Task: Filter the entries that follow, copying every line in which the word "dead" appears.

++++++++++

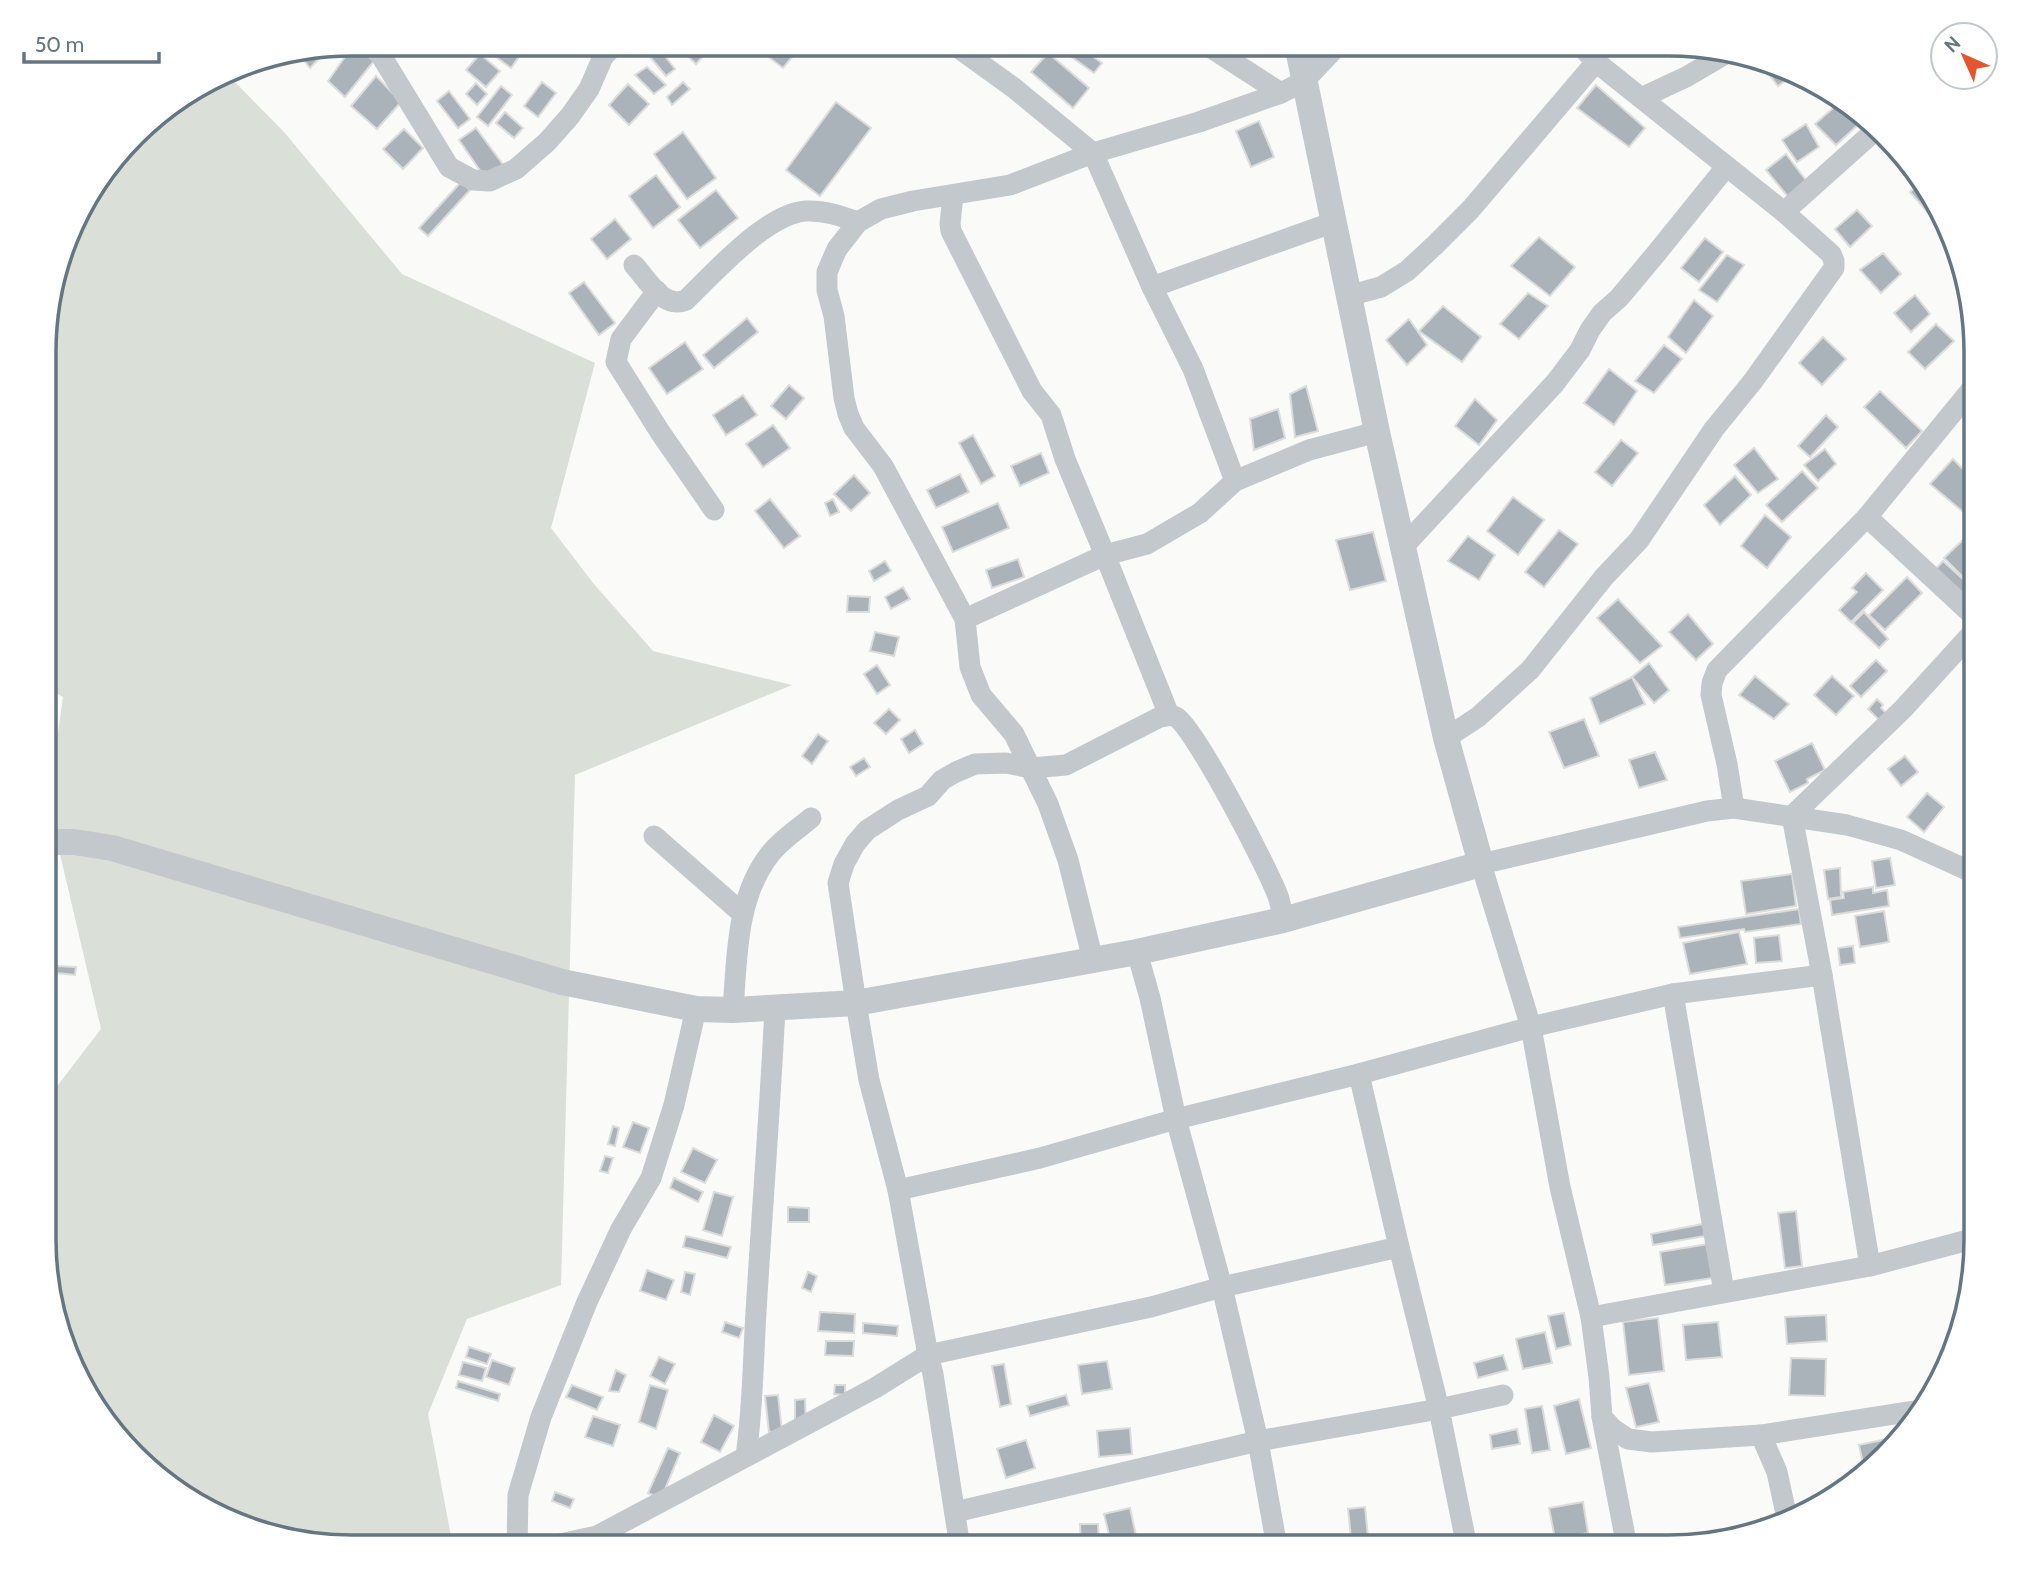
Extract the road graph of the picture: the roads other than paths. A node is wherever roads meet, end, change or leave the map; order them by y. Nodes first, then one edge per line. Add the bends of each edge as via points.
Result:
1 (381, 56) edge
2 (599, 56) edge
3 (970, 56) edge
4 (1222, 56) edge
5 (1299, 56) edge
6 (1328, 56) edge
7 (1590, 56) edge
8 (1716, 60) edge
9 (1596, 62) junction
10 (1304, 81) junction
11 (1281, 93) junction
12 (1641, 98) junction
13 (1870, 136) edge
14 (1093, 152) junction
15 (1726, 167) junction
16 (953, 195) junction
17 (1784, 212) junction
18 (858, 222) junction
19 (1334, 222) junction
20 (634, 264) dead end
21 (1152, 287) junction
22 (657, 291) junction
23 (1348, 296) junction
24 (1964, 399) edge
25 (1377, 432) junction
26 (1234, 481) junction
27 (714, 510) dead end
28 (1867, 517) junction
29 (1403, 547) junction
30 (1105, 555) junction
31 (1964, 607) edge
32 (965, 619) junction
33 (1964, 642) edge
34 (1169, 715) junction
35 (1446, 737) junction
36 (1031, 768) junction
37 (1734, 808) junction
38 (1792, 816) junction
39 (811, 818) dead end
40 (654, 836) dead end
41 (56, 842) edge
42 (1480, 864) junction
43 (1964, 869) edge
44 (743, 914) junction
45 (1283, 920) junction
46 (1137, 952) junction
47 (1093, 960) junction
48 (1822, 975) junction
49 (1673, 994) junction
50 (856, 1003) junction
51 (775, 1008) junction
52 (696, 1009) junction
53 (733, 1010) junction
54 (1531, 1027) junction
55 (1359, 1074) junction
56 (1176, 1119) junction
57 (898, 1190) junction
58 (1964, 1241) edge
59 (1399, 1247) junction
60 (1870, 1266) junction
61 (1222, 1287) junction
62 (1724, 1292) junction
63 (1591, 1317) junction
64 (928, 1355) junction
65 (1503, 1395) dead end
66 (1439, 1409) junction
67 (1908, 1412) edge
68 (1602, 1417) junction
69 (1761, 1435) junction
70 (1258, 1441) junction
71 (746, 1456) junction
72 (1785, 1510) edge
73 (955, 1512) junction
74 (517, 1535) edge
75 (599, 1535) edge
76 (958, 1535) edge
77 (1275, 1535) edge
78 (1465, 1535) edge
79 (1625, 1535) edge

1 - 2 street via 449,167 473,180 490,181 516,169 570,116 589,89
3 - 14 street
4 - 11 street
5 - 10 street
6 - 10 street
7 - 9 street
8 - 12 street
9 - 12 street
9 - 23 street via 1435,245 1381,287
10 - 11 street
10 - 19 street
11 - 14 street
12 - 15 street
13 - 17 street
14 - 16 street via 1010,185
14 - 21 street
15 - 17 street
15 - 29 street via 1602,313 1555,383
16 - 18 street via 881,209
16 - 30 street via 951,231 1032,391 1051,415
17 - 35 street via 1831,254 1835,261 1829,277 1714,429 1639,540 1530,670 1478,717
18 - 22 street via 825,211 802,211 761,231 686,300 672,303
18 - 32 street via 837,249 827,272 848,414 883,466
19 - 21 street
19 - 23 street
20 - 22 street
21 - 26 street via 1193,369
22 - 27 street via 621,338 616,362
23 - 25 street
24 - 28 street
25 - 26 street via 1309,450
25 - 29 street
26 - 30 street via 1200,513 1147,544
28 - 31 street
28 - 37 street via 1717,670 1711,695
29 - 35 street
30 - 32 street
30 - 34 street
32 - 36 street via 974,681 1014,734
33 - 38 street via 1903,709
34 - 36 street via 1066,765
34 - 45 street via 1194,738 1248,835 1279,899
35 - 42 street
36 - 47 street via 1068,860
36 - 50 street via 975,764 956,772 928,796 867,830 855,844 838,883
37 - 38 street
37 - 42 street
38 - 43 street via 1901,840
38 - 48 street
39 - 44 street via 771,854
40 - 44 street
41 - 52 street via 113,848 562,982
42 - 45 street
42 - 54 street
44 - 53 street
45 - 46 street
46 - 47 street
46 - 56 street
47 - 50 street
48 - 49 street
48 - 60 street
49 - 54 street
49 - 62 street
50 - 51 street
50 - 57 street via 869,1080
51 - 53 street
51 - 71 street via 753,1407
52 - 53 street
52 - 74 street via 651,1178 587,1302 541,1417 518,1495
54 - 55 street
54 - 63 street via 1560,1187
55 - 56 street
55 - 59 street
56 - 57 street via 1040,1158
56 - 61 street
57 - 64 street
58 - 60 street
59 - 61 street
59 - 66 street
60 - 62 street
61 - 64 street
61 - 70 street
62 - 63 street
63 - 68 street
64 - 71 street
64 - 73 street
65 - 66 street
66 - 70 street
66 - 78 street
67 - 69 street
68 - 69 street via 1636,1441
68 - 79 street
69 - 72 street via 1777,1472
70 - 73 street
70 - 77 street
71 - 75 street
73 - 76 street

++++++++++

Response below:
20 (634, 264) dead end
27 (714, 510) dead end
39 (811, 818) dead end
40 (654, 836) dead end
65 (1503, 1395) dead end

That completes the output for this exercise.